NVidia's architecture, with its hot clock, seems to require custom implementation for those parts of the die at TSMC. Though I'm not sure of the extent of that. That's more difficult than going fully synthesisable is it not?
We don't know to what extent the design is custom. But the speeds are too low for it to be full custom the way CPU are. They also have too many versions of similar designs. You don't do that with full custom.
You like to assert there's no causation. Well feel free to provide an argument against the repetitions, rather than hand waving.
I've given plenty of reasons why designs can be late. You call this hand waving. I call it experience.
I'll ask again: feel free to explain why NVidia has consistently struggled with chips that aren't feature increments (e.g.
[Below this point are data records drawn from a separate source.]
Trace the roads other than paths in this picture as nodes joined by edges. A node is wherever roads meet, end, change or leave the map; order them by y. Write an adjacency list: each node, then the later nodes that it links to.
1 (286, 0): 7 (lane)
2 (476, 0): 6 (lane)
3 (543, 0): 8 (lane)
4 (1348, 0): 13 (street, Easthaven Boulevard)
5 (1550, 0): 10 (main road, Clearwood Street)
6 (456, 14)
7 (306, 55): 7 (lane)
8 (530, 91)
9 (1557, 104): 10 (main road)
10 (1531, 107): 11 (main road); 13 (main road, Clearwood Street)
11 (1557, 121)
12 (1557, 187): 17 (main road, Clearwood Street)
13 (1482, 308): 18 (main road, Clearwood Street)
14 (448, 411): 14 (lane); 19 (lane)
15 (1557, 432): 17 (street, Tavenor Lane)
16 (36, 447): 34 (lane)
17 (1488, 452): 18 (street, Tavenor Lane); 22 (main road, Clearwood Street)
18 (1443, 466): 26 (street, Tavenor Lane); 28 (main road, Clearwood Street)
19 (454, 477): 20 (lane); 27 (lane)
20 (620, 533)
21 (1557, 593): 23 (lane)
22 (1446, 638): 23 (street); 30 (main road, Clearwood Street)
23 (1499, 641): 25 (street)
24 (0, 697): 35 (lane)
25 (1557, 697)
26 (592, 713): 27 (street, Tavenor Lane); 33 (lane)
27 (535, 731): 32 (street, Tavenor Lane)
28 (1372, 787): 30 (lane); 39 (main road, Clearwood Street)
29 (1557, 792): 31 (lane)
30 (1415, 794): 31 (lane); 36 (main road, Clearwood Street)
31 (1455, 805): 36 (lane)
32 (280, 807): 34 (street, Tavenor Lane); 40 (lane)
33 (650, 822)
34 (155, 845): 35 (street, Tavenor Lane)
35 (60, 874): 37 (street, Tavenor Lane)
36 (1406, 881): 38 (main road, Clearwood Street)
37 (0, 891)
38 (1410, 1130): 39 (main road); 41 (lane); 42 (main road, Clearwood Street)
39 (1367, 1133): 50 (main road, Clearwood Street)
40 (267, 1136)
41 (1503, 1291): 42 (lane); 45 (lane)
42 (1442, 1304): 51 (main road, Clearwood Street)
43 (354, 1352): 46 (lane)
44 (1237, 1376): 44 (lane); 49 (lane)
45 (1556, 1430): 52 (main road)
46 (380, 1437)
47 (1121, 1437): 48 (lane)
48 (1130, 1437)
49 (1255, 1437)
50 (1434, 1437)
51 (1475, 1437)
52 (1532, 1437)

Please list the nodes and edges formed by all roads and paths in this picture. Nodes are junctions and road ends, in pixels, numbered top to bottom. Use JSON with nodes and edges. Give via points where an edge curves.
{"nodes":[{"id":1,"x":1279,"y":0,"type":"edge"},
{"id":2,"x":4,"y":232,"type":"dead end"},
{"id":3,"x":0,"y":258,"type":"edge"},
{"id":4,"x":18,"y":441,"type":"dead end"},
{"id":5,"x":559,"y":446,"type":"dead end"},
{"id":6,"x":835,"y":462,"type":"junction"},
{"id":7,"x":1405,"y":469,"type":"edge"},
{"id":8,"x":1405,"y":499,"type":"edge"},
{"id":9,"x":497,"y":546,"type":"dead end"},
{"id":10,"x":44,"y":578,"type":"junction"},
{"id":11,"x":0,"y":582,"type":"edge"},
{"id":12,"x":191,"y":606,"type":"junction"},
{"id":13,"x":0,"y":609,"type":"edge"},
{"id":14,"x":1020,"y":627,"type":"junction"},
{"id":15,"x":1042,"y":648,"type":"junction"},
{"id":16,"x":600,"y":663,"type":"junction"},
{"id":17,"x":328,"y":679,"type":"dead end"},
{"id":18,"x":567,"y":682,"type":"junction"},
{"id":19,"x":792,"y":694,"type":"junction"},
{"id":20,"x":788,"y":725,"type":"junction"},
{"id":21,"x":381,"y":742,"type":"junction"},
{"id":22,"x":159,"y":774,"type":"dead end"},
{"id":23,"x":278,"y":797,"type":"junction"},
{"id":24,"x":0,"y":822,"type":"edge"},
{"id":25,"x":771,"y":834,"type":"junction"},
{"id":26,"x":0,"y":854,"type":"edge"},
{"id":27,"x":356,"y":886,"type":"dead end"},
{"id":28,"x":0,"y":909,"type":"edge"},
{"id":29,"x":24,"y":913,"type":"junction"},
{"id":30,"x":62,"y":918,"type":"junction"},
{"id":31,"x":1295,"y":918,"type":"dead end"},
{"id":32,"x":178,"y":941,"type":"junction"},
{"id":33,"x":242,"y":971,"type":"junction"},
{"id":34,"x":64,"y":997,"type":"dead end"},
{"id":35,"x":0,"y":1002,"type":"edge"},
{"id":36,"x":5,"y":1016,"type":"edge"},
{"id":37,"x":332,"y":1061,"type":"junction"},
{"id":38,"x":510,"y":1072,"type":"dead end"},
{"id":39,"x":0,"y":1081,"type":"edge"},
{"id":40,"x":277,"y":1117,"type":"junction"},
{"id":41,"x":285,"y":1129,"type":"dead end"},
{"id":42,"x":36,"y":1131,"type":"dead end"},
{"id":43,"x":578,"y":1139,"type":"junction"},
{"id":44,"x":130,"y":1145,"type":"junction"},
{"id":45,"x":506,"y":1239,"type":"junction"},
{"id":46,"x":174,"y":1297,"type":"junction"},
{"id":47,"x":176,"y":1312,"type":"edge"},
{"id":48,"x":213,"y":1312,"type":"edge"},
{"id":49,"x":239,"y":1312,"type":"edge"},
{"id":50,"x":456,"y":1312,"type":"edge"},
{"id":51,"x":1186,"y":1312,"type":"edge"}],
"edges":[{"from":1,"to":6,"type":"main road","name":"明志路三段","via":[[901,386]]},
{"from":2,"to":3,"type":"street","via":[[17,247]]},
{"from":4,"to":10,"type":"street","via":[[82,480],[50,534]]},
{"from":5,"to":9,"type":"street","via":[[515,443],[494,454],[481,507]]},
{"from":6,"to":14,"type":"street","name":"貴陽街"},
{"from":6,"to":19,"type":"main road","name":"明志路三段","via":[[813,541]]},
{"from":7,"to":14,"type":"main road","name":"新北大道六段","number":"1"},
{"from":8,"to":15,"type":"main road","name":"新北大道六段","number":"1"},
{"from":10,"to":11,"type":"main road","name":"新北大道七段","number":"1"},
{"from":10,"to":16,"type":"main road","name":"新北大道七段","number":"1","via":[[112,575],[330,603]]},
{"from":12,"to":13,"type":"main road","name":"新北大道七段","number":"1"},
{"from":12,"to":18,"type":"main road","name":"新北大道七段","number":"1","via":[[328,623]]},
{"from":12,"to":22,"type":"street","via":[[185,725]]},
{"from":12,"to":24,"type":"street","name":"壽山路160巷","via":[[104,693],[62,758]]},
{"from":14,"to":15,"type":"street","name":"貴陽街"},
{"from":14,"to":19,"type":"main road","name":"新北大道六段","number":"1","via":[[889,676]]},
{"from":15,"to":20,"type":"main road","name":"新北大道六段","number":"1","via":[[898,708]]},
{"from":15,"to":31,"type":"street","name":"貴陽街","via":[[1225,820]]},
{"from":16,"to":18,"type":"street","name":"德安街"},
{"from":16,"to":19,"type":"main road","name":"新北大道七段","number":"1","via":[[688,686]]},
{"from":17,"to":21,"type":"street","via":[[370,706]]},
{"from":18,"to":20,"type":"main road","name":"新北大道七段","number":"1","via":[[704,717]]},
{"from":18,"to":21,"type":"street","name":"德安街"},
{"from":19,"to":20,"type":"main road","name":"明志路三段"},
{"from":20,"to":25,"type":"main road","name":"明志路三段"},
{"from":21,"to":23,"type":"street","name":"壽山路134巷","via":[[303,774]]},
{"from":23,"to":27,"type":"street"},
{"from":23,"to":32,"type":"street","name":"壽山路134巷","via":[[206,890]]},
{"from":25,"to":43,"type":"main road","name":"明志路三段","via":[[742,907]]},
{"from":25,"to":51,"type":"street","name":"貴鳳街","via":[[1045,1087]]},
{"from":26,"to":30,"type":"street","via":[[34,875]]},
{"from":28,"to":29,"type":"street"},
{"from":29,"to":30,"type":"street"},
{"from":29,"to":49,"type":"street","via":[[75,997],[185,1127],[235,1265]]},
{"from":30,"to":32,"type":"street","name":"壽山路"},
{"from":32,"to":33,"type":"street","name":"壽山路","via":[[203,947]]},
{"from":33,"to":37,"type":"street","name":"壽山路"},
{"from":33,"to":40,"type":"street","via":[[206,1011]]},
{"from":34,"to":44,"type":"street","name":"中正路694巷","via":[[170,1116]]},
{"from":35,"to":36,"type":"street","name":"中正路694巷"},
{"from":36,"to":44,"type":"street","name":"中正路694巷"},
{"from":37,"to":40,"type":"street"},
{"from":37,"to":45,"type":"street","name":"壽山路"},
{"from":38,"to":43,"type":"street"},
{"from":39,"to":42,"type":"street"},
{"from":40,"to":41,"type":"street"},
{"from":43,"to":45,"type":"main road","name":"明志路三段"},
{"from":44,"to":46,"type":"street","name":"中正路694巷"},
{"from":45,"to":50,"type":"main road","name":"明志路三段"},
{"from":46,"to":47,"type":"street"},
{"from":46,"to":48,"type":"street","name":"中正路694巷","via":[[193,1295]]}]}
GT200b is A3), let alone the feature incrementing chips, in the same period on the same fab's nodes that AMD has executed on, usually in advance of NVidia.
I don't know. I'm sure they're not happy about it. The fact that I don't know doesn't make me want to come up with theories that make me look dumb.
If those two vias are for the same signal (which they are), you can probably cut it a bit fine.

I highly doubt if it will cause too much bloat.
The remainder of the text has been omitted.